Hypertrophy Past and Present 046 How fast can you grow?
12 snips
Apr 7, 2026 They dissect a classic Frank Zane full‑body beginner plan and its single‑set sequencing. They explore why strength jumps can reflect neural or tendon changes rather than muscle. They argue progressive overload is evidence of adaptation, not the cause. They cover realistic natural growth rates, why constant exercise changes stall progress, and how to estimate your natural muscle potential.
AI Snips
Chapters
Transcript
Episode notes
Frank Zane Full Body Single Set Blueprint
- Frank Zane's golden-era full-body plan is a 3x/week single-set routine with ~13 exercises emphasizing symmetry and brief stretches between sets.

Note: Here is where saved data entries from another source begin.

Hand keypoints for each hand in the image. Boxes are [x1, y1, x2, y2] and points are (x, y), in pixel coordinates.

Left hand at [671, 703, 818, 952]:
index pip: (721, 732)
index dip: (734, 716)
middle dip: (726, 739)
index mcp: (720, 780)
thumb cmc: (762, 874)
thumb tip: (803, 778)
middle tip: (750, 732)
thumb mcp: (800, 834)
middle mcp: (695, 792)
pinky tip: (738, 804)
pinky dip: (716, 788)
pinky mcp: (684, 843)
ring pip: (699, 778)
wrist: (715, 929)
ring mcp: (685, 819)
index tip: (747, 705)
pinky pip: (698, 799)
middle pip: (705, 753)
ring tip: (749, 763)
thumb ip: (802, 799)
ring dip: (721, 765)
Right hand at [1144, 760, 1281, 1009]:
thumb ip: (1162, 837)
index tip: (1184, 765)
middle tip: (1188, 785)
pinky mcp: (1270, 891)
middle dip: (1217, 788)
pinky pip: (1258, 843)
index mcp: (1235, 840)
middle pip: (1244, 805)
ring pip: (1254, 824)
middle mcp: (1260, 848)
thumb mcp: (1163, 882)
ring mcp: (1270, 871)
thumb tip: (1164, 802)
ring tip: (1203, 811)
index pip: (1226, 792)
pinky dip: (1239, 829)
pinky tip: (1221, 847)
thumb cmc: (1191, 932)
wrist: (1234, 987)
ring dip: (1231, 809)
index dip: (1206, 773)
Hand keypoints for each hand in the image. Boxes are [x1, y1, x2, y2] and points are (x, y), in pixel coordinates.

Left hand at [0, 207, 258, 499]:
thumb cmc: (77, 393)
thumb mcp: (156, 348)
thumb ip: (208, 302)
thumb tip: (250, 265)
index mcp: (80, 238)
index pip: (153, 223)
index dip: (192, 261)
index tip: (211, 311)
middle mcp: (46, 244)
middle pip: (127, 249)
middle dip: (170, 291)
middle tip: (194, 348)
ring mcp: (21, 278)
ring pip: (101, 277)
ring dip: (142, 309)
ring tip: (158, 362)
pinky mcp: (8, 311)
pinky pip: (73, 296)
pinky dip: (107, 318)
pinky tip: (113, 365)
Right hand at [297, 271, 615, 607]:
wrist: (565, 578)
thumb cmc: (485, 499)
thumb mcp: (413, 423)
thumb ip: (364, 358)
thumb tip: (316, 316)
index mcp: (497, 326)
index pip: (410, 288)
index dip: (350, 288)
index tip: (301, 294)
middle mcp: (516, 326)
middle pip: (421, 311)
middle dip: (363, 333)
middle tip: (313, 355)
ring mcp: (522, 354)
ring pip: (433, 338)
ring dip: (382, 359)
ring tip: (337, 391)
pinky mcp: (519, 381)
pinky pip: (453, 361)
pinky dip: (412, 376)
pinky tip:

- It uses front squats, split squats, lat pulldowns, incline DB press and pullovers, and prescribes resting until breathing normalizes between sets.
Stretch After The Second Exercise Not After Every Set
- Do static stretches after the second exercise for a muscle group rather than after every single exercise to avoid CNS interference and preserve performance.
- Short total stretch time (10–60s) matters more than fragmentation; total exposure drives sarcomerogenesis.
Strength Gains Usually Reflect Hypertrophy In Bodybuilding Context
- You can gain strength via neural, coordination, tendon, or stiffness adaptations without hypertrophy, but you cannot increase muscle size without some strength increase.
- Therefore exercise-specific strength gains are strong evidence that the targeted muscle actually grew.